Artist's impression of Beagle 2 on Martian surface

Life on other planets is always going to be an exciting subject for debate. But how do we find out if life really exists elsewhere in the Universe?

One way is to travel to the planets, either with remotely operated probes or with manned spacecraft.
Mars is currently the only planet in our Solar System on which there is a strong possibility of finding life, either past or present. ESA’s Mars Express is Europe’s first mission to the Red Planet, and its Beagle 2 lander will perform on-the-spot experiments to search for signs of this life.

In 2004, ESA's Huygens probe to Titan, a moon of Saturn, could provide vital information towards the great mystery of how life began on Earth. Later, Rosetta will be the first spacecraft to land on a comet, analysing its surface for organic compounds that could be the building blocks of life. This will help us to understand if life on Earth began with the help of 'comet seeding'.

First, find the stars with planets...

However, these missions are only looking for life within our own Solar System. But how do we find life on planets around other stars? ESA has a plan for searching for this life in other solar systems.

First you have to find the stars that have planets. There are too many stars to analyse them all, so you have to choose a small part of the sky as your starting point. Next you have to decide what kind of planets you are looking for.

Constellation of Lacerta

With Earth-based telescopes, the only planets we have detected around other stars have been giant gaseous worlds, like Jupiter, over 10 times the diameter of the Earth.

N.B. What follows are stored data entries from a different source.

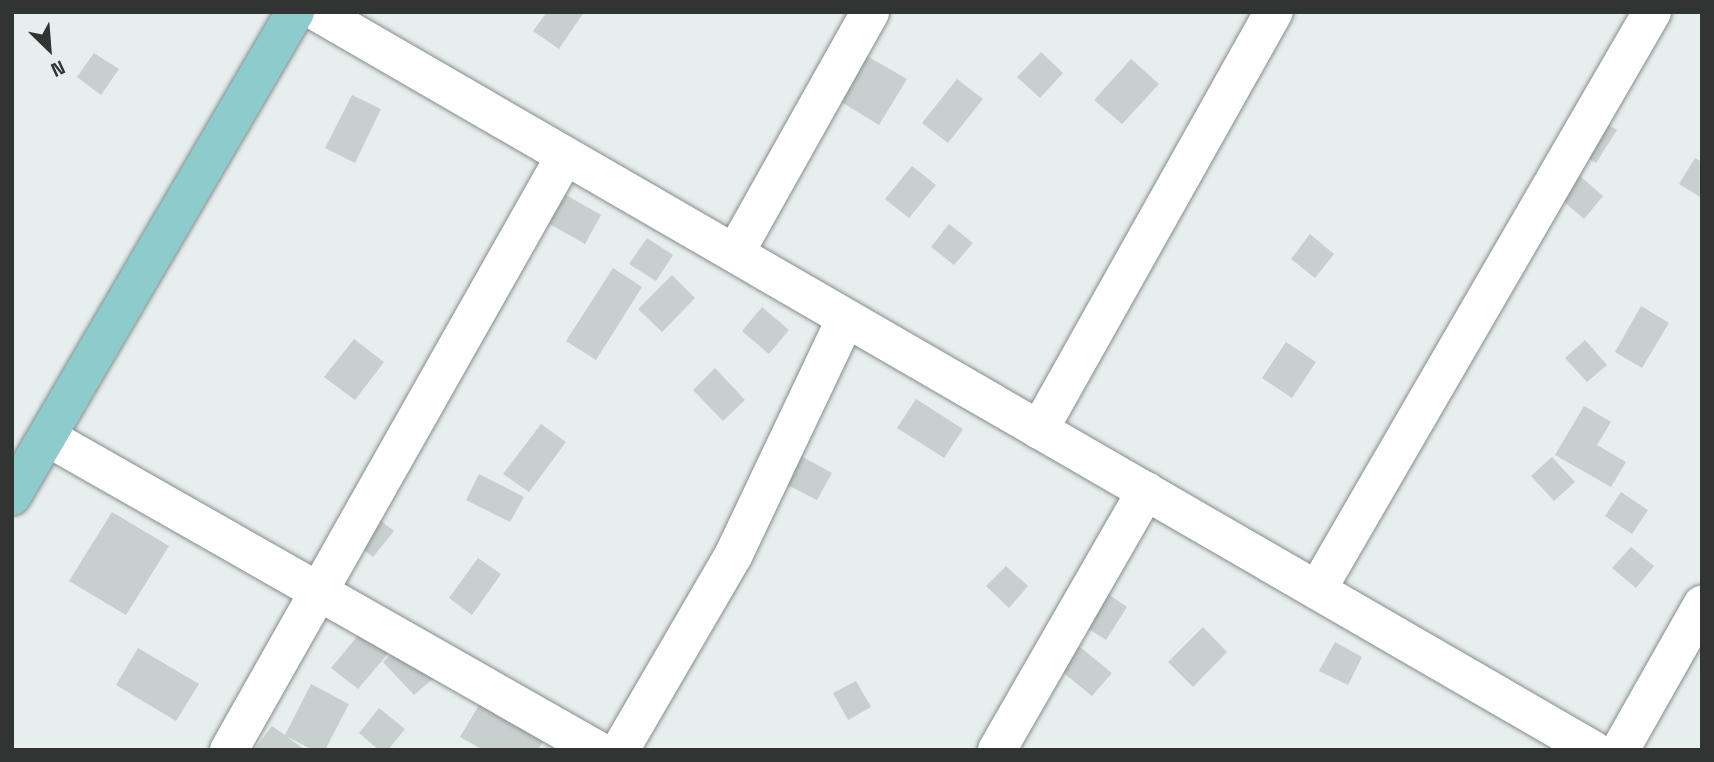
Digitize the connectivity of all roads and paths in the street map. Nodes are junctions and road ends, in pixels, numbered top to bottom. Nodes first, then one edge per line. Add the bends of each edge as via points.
1 (295, 12) edge
2 (317, 12) edge
3 (870, 12) edge
4 (1274, 12) edge
5 (1652, 12) edge
6 (565, 156) junction
7 (735, 253) junction
8 (846, 318) junction
9 (1039, 430) junction
10 (47, 437) junction
11 (1146, 491) junction
12 (12, 496) edge
13 (1317, 590) junction
14 (319, 592) junction
15 (1702, 606) edge
16 (229, 750) edge
17 (597, 750) edge
18 (620, 750) edge
19 (997, 750) edge
20 (1593, 750) edge
21 (1620, 750) edge

1 - 10 main road
2 - 6 street
3 - 7 street
4 - 9 street
5 - 13 street
6 - 7 street
6 - 14 street
7 - 8 street
8 - 9 street
8 - 18 street via 733,556
9 - 11 street
10 - 12 main road
10 - 14 street
11 - 13 street
11 - 19 street
13 - 20 street
14 - 16 street
14 - 17 street
15 - 21 street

Scientists believe we should be looking for rocky, Earth-like planets, because a solid surface is needed on which organic molecules can form and develop into life.

then decide what kind of planets...

The joint CNES/European mission Corot will be the first spacecraft capable of detecting large rocky planets in short-period orbits around nearby stars.

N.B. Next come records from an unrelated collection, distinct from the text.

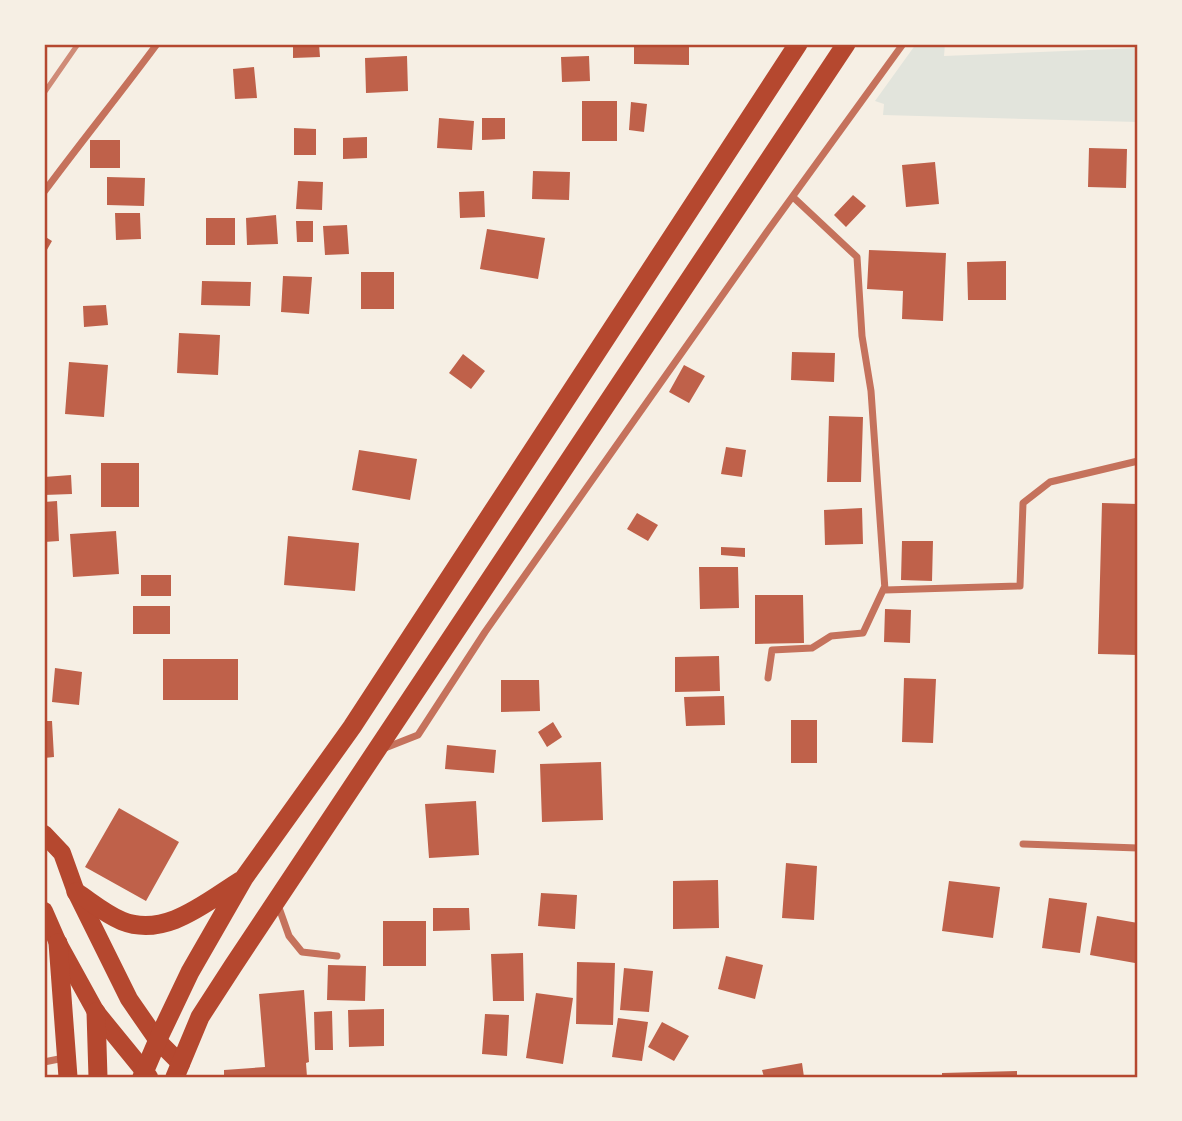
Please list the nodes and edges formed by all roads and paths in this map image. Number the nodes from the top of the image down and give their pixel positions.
1 (157, 44) edge
2 (798, 44) edge
3 (846, 44) edge
4 (903, 44) edge
5 (44, 192) edge
6 (793, 197) junction
7 (1138, 461) edge
8 (884, 588) junction
9 (768, 678) dead end
10 (374, 752) junction
11 (44, 834) edge
12 (1023, 844) dead end
13 (1138, 848) edge
14 (244, 878) junction
15 (76, 891) junction
16 (276, 901) junction
17 (44, 911) edge
18 (58, 943) junction
19 (337, 956) dead end
20 (96, 1012) junction
21 (158, 1041) junction
22 (67, 1057) junction
23 (44, 1062) edge
24 (178, 1071) edge
25 (145, 1076) edge
26 (68, 1077) edge
27 (98, 1077) edge

1 - 5 street
2 - 14 highway
3 - 10 highway
4 - 6 street
6 - 8 street
6 - 10 street
7 - 8 street
8 - 9 street
10 - 16 highway
11 - 15 main road
12 - 13 street
14 - 15 highway
14 - 21 highway
15 - 21 main road
16 - 19 street
16 - 24 highway
17 - 18 main road
18 - 20 main road
18 - 22 highway
20 - 25 main road
20 - 27 highway
21 - 24 main road
21 - 25 highway
22 - 23 street
22 - 26 highway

It will use its 30-centimetre telescope to look at few thousand stars, monitoring changes in their brightness caused by planets crossing in front of them.


...then identify signs of life

Artist's impression of Corot

When we have found some suitable planets, then we can look for signs of life. ESA will continue the search into the second decade of the century with the Darwin mission. Darwin's main objective is to find the most likely places for life to develop - at least as we know it!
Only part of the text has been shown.